The next morning I went shopping on the Nevsky Prospekt with Lyons and Mrs. Gershwin. Leningrad’s principal street, the Nevsky is not a third the length of Fifth Avenue, but it is twice as wide; to get across its skidding aisles of traffic is a perilous chore and a rather pointless one, for the stores on either side of the street are all government-owned emporiums selling, in their different classifications, the same stock at the same prices. Bargain hunters, buyers on the lookout for “something a little different” would find shopping on the Nevsky a discouraging experience.

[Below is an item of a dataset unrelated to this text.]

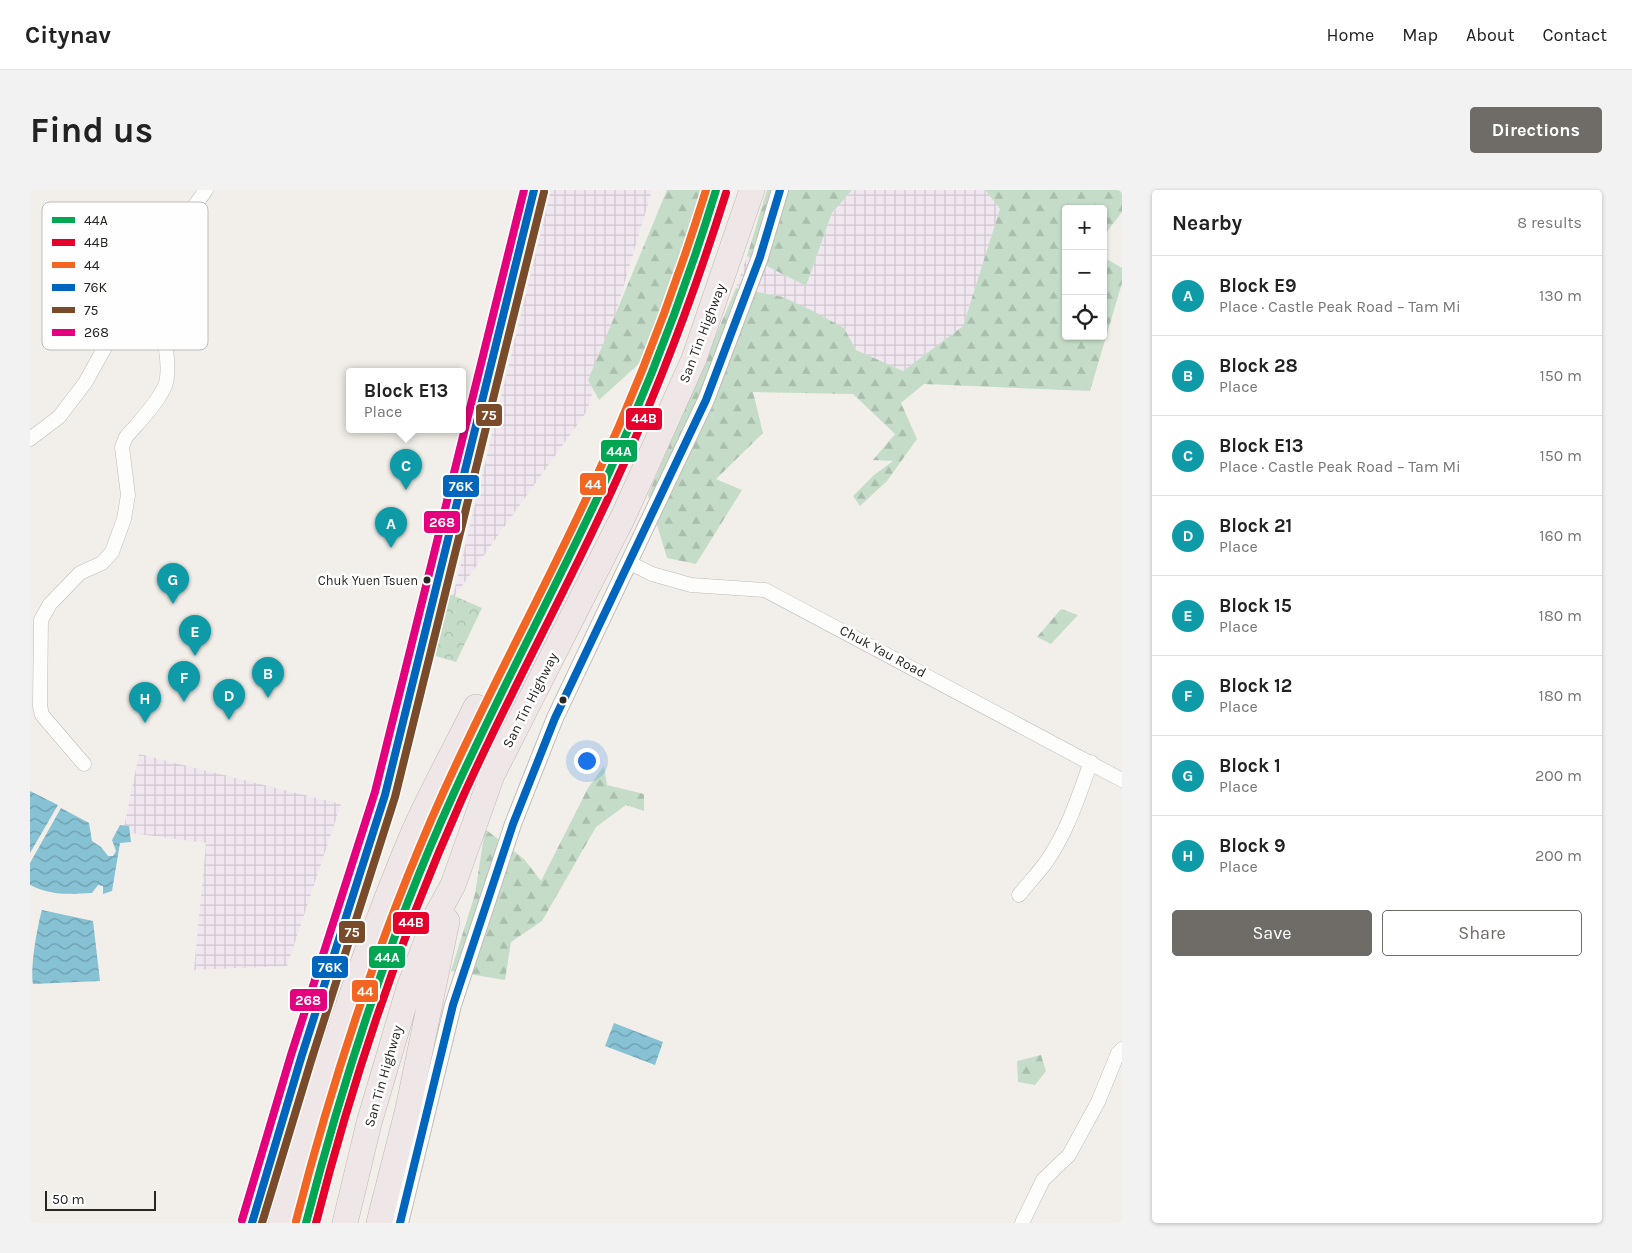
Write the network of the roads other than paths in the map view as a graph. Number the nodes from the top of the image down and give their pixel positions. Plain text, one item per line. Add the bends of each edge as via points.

Lyons had set out with starry hopes of picking up “a nice piece
of Fabergé” to take home to his wife. After the revolution, the Bolsheviks sold to French and English collectors almost all the jeweled eggs and boxes that Fabergé had created for the royal amusement; the few known examples of his work left in Russia are on display in Leningrad’s Hermitage Museum and in the Armory at the Kremlin. Today, on the international market, the beginning price of a small Fabergé box is over two thousand dollars. None of this information impressed Lyons, who felt he was going to locate his Fabergé quickly and quite cheaply at a Commission Shop. Which was right thinking as far as it went, for if such an item existed, then a Commission Shop, a state-controlled pawn brokerage where a comrade can turn the last of his hidden heirlooms into spot cash, is probably the only place you would discover it. We visited several, drafty establishments with the going-gone sadness of auction halls.

In one, the largest, a glass cabinet ran the length of the room, and the spectacle its contents presented, the conglomeration of spookily diverse objects, seemed a dadaist experiment. Rows of secondhand shoes, so worn the spectral shape of the previous owner’s foot could be pathetically discerned, were neatly set forth under glass like treasures, which indeed they were at $50 to $175 a pair; a selection of headgear flanked the shoes, flapper cloches and velvet cartwheels; after the hats, the surrealistic variety and value of the cabinet’s contents spiraled: a shattered fan ($30), a soiled powder puff ($7), an amber comb with broken teeth ($45), tarnished mesh handbags ($100 and up), a silver umbrella handle ($340), an unexceptional ivory chess set with five pawns missing ($1,450), a celluloid elephant ($25), a pink plaster doll cracked and flaked as though it had been left in the rain ($25). All these articles, and yards more, were placed and numbered with a care that suggested an exhibition of mementos, the possessions of some dead beloved figure, and it was this, the reverence of the display, that made it poignant. Lyons
said, “Who do you s’pose
buys
this stuff?” But he had only to look around him to see that there were those who, in lieu of anything else, found the moth-nibbled fan and the silver umbrella handle still fetching, still desirable, quite worth their quoted costs. According to the Russian calendar, Christmas was two weeks off, but Russians prefer to give gifts at New Year’s and the Commission Shops, like all the stores along the Nevsky, were packed with spenders. Though Lyons failed to flush any Fabergé, one pawnbroker came up with a unique nineteenth-century snuffbox, an immense topaz, hollowed and split in half. But the price, $80,000, was more than the customer had in mind.